(EXERCISE DETAILS): How many lines in the records below contain the word "Hernández"? Answer with the number only.

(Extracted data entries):
%%

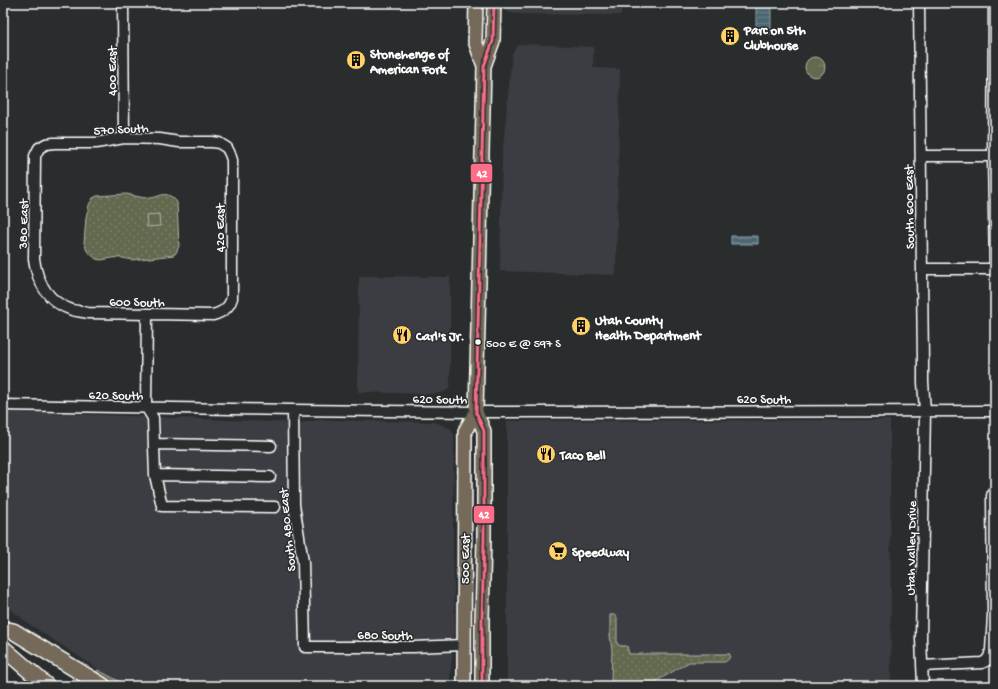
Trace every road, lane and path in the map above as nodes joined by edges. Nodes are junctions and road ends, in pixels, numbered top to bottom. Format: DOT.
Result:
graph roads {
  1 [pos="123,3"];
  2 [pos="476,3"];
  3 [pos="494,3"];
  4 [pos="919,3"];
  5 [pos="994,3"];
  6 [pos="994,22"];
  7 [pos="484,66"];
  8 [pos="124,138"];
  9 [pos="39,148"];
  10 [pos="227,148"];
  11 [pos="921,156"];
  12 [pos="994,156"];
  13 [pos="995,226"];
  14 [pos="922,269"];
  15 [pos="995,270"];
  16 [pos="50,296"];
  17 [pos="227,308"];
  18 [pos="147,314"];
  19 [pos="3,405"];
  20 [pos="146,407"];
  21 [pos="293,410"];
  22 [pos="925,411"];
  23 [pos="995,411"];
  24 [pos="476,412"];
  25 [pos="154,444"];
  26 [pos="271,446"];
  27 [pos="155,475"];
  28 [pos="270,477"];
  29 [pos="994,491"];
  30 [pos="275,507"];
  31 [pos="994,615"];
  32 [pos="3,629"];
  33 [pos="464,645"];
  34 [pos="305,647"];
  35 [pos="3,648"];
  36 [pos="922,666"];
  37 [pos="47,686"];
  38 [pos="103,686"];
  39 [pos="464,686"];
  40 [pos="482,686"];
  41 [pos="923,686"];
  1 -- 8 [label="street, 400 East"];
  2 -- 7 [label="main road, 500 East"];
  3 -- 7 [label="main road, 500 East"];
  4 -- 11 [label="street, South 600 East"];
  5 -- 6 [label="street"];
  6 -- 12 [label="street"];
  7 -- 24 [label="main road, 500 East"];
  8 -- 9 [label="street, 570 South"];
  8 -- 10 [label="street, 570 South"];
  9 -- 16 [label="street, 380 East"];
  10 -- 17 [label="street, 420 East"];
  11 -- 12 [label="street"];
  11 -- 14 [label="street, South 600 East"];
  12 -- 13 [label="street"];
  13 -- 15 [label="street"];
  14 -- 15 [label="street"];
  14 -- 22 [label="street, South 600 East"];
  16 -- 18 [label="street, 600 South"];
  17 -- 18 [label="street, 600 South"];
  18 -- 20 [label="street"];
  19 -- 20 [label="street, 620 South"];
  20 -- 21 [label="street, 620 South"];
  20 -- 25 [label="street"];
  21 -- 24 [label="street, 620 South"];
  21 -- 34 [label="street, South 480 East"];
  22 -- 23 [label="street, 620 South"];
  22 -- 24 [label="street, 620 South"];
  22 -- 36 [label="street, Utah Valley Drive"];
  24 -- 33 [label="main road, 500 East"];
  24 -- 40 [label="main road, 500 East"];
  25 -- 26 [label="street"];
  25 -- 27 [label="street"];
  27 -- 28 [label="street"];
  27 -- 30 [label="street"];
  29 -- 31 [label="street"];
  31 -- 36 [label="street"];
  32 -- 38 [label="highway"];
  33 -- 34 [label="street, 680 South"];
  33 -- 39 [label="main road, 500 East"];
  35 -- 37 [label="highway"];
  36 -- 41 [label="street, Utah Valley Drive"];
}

%%
%%

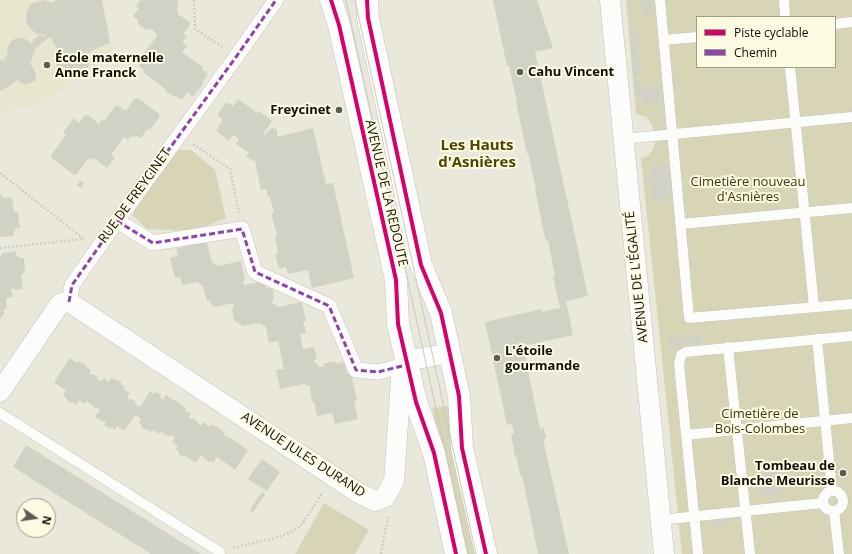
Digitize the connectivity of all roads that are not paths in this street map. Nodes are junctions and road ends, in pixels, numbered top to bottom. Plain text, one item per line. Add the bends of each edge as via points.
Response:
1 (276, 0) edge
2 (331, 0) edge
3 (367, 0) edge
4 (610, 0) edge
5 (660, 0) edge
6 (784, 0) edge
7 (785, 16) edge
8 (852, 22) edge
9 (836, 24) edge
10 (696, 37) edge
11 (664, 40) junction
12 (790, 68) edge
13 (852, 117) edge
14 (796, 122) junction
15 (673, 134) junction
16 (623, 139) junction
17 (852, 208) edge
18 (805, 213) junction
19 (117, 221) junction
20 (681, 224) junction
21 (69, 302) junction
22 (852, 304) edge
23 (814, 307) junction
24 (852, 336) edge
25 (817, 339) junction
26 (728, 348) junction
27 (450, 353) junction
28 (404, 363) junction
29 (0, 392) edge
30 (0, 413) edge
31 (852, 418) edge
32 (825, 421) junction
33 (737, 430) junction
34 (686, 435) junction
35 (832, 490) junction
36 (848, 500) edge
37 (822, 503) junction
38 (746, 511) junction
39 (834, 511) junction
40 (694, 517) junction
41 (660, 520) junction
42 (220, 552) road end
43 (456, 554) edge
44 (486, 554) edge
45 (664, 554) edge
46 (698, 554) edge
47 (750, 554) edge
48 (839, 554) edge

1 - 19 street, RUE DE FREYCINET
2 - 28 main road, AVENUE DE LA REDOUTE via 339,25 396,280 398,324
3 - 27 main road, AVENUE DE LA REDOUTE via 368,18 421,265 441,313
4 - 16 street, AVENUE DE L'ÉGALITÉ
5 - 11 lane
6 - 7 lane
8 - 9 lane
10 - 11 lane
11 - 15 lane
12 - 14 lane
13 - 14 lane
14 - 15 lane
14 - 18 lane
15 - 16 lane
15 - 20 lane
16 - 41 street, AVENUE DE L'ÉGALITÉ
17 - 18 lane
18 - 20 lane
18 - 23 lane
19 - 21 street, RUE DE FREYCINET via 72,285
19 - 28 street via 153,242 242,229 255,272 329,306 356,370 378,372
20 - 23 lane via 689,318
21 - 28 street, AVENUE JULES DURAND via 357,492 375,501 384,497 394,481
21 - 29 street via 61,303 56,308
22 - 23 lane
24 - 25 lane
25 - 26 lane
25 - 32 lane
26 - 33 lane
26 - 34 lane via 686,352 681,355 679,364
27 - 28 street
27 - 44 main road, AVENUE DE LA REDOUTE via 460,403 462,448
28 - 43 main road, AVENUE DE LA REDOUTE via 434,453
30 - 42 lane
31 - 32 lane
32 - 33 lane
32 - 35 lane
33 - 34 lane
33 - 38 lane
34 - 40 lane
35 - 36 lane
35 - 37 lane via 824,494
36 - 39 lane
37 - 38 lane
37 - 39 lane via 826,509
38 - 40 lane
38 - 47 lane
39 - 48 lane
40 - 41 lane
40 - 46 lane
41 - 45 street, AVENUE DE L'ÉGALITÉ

%%
%%

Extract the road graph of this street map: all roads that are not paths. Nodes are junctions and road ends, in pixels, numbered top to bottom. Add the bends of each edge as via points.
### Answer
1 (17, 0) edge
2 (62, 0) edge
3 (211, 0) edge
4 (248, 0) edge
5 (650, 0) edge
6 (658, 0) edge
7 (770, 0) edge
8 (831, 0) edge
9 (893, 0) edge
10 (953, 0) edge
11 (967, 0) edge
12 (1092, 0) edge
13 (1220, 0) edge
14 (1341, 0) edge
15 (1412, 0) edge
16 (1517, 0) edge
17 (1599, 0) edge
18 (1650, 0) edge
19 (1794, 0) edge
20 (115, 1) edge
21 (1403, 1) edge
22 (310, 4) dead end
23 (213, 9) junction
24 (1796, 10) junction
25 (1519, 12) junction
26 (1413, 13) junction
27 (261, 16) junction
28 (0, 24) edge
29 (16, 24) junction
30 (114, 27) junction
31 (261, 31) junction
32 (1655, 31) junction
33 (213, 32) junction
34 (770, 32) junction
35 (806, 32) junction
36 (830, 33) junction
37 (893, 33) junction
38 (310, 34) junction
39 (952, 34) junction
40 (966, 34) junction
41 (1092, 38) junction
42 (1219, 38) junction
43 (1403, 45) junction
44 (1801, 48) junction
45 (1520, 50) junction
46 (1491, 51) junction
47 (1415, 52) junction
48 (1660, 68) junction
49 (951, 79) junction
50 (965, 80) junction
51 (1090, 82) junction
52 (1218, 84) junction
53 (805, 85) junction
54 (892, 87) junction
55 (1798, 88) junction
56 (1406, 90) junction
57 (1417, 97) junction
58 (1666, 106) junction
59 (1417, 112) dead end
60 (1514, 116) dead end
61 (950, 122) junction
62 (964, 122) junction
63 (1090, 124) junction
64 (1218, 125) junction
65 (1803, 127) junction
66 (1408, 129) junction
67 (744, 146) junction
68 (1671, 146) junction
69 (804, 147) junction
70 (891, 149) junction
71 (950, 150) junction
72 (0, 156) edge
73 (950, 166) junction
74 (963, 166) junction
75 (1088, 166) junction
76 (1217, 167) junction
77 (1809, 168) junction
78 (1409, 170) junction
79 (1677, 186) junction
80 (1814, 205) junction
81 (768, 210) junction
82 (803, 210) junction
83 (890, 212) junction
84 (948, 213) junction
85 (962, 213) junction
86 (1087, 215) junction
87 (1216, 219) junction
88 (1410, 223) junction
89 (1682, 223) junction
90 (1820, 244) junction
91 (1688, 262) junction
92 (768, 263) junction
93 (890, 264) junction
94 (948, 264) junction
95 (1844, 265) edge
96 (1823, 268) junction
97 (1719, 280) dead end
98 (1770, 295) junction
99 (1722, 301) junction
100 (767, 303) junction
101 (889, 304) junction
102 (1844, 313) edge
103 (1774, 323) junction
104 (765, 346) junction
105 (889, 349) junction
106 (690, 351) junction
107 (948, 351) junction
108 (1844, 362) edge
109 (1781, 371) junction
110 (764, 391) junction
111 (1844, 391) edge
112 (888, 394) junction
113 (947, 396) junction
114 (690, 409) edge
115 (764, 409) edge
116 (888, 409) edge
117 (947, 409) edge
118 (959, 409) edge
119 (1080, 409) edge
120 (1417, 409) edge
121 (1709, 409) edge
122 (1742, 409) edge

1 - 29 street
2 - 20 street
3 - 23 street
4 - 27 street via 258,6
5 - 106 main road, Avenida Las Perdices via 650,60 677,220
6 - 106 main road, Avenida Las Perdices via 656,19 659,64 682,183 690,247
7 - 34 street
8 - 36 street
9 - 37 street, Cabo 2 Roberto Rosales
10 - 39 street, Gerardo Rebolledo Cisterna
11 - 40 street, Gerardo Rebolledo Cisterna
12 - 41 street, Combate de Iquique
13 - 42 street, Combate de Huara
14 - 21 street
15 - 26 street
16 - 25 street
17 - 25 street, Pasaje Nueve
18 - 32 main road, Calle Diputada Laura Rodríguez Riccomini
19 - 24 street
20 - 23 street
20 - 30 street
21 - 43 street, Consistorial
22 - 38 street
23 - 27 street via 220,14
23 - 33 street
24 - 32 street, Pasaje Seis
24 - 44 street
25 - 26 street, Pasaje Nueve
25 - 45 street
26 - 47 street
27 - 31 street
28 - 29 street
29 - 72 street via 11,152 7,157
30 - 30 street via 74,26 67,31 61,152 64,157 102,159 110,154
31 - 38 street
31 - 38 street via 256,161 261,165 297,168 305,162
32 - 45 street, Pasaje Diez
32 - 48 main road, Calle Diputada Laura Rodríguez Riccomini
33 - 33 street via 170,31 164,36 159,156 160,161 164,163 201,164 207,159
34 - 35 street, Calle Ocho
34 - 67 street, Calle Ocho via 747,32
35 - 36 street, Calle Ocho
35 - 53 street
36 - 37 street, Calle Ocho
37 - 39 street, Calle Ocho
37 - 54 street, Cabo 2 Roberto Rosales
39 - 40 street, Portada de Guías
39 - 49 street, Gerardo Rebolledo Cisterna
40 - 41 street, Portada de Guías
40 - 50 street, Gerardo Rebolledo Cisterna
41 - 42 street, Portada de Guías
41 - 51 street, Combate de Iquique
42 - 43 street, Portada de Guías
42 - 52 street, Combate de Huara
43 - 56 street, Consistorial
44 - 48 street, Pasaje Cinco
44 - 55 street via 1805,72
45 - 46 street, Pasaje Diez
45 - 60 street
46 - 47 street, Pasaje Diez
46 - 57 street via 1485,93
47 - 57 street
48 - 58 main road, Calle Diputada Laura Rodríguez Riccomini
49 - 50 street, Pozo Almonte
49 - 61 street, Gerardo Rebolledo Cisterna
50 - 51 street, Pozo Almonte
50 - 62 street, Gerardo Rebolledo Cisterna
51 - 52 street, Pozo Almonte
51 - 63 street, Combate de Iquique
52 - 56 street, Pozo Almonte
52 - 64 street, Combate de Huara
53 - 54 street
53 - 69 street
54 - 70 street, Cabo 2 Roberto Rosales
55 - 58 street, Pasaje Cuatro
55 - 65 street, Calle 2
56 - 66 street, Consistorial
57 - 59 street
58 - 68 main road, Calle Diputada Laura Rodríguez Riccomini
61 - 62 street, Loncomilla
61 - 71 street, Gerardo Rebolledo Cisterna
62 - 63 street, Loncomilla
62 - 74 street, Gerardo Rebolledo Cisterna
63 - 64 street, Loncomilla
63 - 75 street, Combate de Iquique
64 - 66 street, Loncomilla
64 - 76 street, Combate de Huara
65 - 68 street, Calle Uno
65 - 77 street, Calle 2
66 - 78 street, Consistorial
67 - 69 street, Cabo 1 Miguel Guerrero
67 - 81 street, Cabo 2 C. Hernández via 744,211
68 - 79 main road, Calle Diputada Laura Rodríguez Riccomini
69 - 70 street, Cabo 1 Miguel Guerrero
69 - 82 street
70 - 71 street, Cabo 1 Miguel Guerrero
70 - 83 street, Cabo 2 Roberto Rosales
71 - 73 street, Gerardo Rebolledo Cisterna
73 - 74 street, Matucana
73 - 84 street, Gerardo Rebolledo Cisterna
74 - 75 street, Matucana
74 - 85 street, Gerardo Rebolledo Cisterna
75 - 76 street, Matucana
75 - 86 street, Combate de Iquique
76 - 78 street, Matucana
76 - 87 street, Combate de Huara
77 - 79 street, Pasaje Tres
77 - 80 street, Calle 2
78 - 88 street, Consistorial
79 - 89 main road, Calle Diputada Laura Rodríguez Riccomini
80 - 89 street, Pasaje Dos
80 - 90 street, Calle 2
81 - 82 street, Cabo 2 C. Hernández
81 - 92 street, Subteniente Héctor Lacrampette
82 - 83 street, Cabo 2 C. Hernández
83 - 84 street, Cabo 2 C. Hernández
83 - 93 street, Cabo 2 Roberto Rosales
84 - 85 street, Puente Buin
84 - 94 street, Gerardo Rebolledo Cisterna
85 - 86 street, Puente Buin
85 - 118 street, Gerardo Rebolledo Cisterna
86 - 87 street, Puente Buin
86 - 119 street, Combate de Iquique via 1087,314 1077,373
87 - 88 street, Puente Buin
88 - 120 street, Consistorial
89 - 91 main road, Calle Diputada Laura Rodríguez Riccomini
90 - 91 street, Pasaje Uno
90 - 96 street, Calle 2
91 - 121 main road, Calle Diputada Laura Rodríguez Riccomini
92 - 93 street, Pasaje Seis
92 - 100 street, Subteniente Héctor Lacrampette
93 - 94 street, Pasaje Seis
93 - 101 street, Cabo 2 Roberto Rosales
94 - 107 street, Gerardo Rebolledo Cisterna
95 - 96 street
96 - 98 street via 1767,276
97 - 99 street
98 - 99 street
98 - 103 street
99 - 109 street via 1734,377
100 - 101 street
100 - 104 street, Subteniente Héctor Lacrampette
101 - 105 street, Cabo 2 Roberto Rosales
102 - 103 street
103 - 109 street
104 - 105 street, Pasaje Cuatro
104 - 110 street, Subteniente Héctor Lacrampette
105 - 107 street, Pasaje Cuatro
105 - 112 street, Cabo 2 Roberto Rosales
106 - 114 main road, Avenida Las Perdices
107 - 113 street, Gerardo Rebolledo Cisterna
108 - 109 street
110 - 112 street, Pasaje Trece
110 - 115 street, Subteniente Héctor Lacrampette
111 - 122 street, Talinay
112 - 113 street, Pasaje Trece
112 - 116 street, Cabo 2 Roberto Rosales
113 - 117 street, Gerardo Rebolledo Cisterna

%%

(EXPECTED OUTPUT): 4